National Archives and Records Administration

History of the National Archives

Congress established the National Archives in 1934 to preserve and care for the records of the U.S. Government. Previously, federal records were kept in various basements, attics, abandoned buildings, and other storage places with little security or concern for storage conditions. In 1935, Archives staff and WPA workers began to survey federal records and the next year the first batch of federal records were transferred to the new National Archives Building in Washington, DC. From one building on Pennsylvania Avenue, the National Archives now has over 40 facilities nationwide including field archives, Federal Records Centers, Presidential Libraries, the Office of the Federal Register, the National Historical Publications and Records Commission (NHPRC), the Information Security Oversight Office (ISOO), the National Declassification Center (NDC), and the Office of Government Information Services (OGIS).

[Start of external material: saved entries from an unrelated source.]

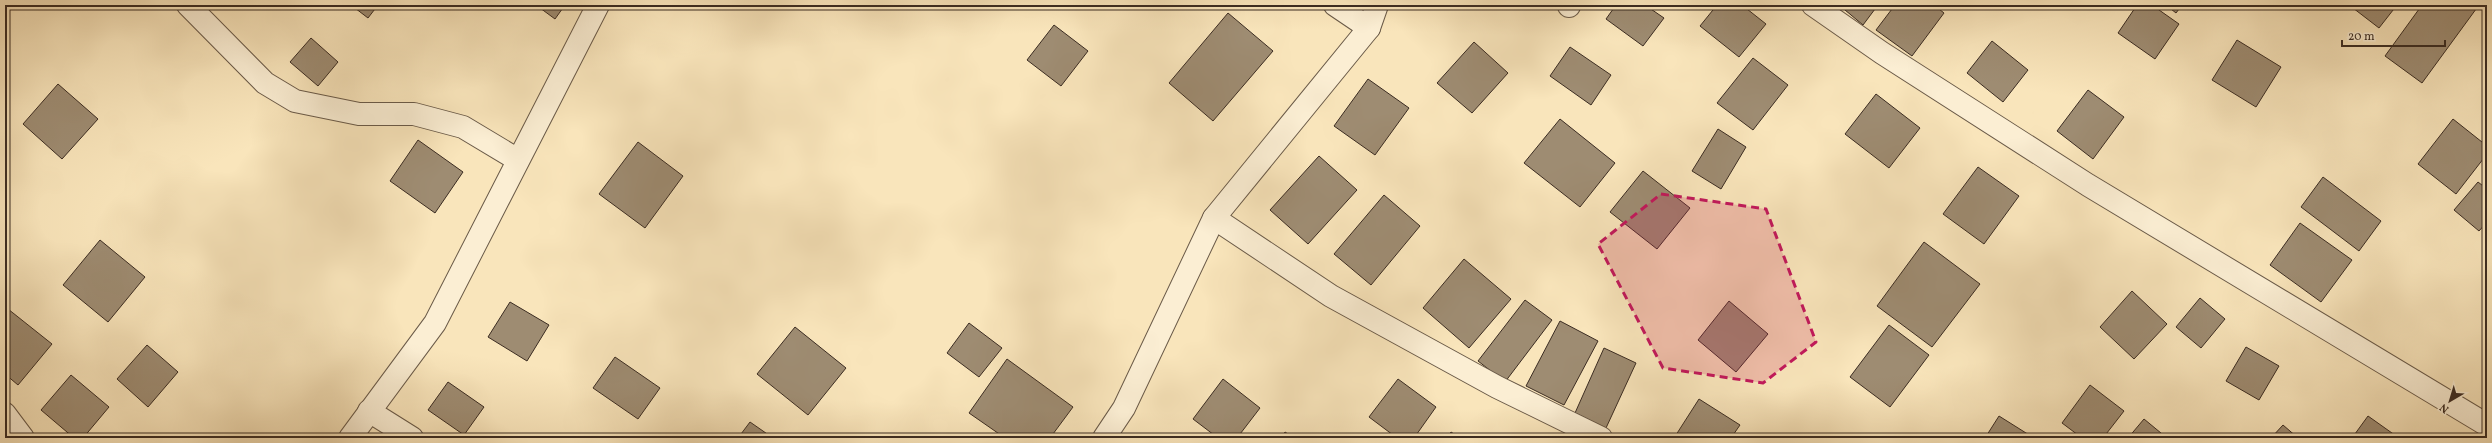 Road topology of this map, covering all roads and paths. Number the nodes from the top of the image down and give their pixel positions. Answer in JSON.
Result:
{"nodes":[{"id":1,"x":188,"y":5,"type":"edge"},
{"id":2,"x":598,"y":5,"type":"edge"},
{"id":3,"x":1335,"y":5,"type":"edge"},
{"id":4,"x":1377,"y":5,"type":"edge"},
{"id":5,"x":1814,"y":5,"type":"edge"},
{"id":6,"x":1369,"y":28,"type":"junction"},
{"id":7,"x":518,"y":160,"type":"junction"},
{"id":8,"x":1214,"y":218,"type":"junction"},
{"id":9,"x":369,"y":411,"type":"junction"},
{"id":10,"x":5,"y":414,"type":"edge"},
{"id":11,"x":2487,"y":426,"type":"edge"},
{"id":12,"x":23,"y":438,"type":"edge"},
{"id":13,"x":350,"y":438,"type":"edge"},
{"id":14,"x":412,"y":438,"type":"edge"},
{"id":15,"x":1104,"y":438,"type":"edge"},
{"id":16,"x":1601,"y":438,"type":"edge"}],
"edges":[{"from":1,"to":7,"type":"street"},
{"from":2,"to":7,"type":"street"},
{"from":3,"to":6,"type":"street"},
{"from":4,"to":6,"type":"street"},
{"from":5,"to":11,"type":"street"},
{"from":6,"to":8,"type":"street"},
{"from":7,"to":9,"type":"street"},
{"from":8,"to":15,"type":"street"},
{"from":8,"to":16,"type":"street"},
{"from":9,"to":13,"type":"street"},
{"from":9,"to":14,"type":"street"},
{"from":10,"to":12,"type":"street"}]}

  • Taken from the National Archives Website

History of the American Indian Archives

In 1893, Congress provided for the creation of the Commission of the Five Civilized Tribes (Dawes Commission) and authorized this body to meet with representatives of the Five Civilized Tribes, including the Cherokees, to persuade them to consent to the extinguishment of title to their lands. This effort met with resistance and rejection. Then, in 1898, the Curtis Act provided that a census be prepared by this commission for each of the Five Civilized Tribes which would be used to determine those individuals who were citizens of the tribes and therefore entitled to allotment of land in severalty. It was necessary to acquire many of the national records of the tribes involved in order to carry out the responsibilities of the Commission. These records were taken from the various national repositories to Muskogee where the main Commission office was located. The Curtis Act also provided that the five governments be abolished on Mar. 6, 1906 prior to Oklahoma statehood. However, at this time the work of the Commission was not completed, and the Act of Congress, April 26, 1906, provided for the continuance of the tribal government with limited autonomy. The records, that were later stored in the federal building at Muskogee, caught the attention of Dr. Grant Foreman, who believed that they were of great historical value and should be inventoried and placed in some order and place where they would be accessible to historians. He gained the permission of the Indian Office to direct the calendaring of the documents in 1929. Later, he and others were instrumental in having the collection placed in the Oklahoma Historical Building in Oklahoma City.

These records are part of National Archives Record Group 75 (Bureau of Indian Affairs) stored at the Oklahoma Historical Society under an act of Congress, Mar. 27, 1934, (H.R. 5631 Public No. 133) and through agreement with NARA.

Additional Bureau of Indian Affairs records for Oklahoma may be found at the National Archives. For more information, see BIA Records: Oklahoma https://www.archives.gov/research/native-americans/bia-guide/oklahoma.html"

The records in this collection are a portion of the American Indian Archives Collection.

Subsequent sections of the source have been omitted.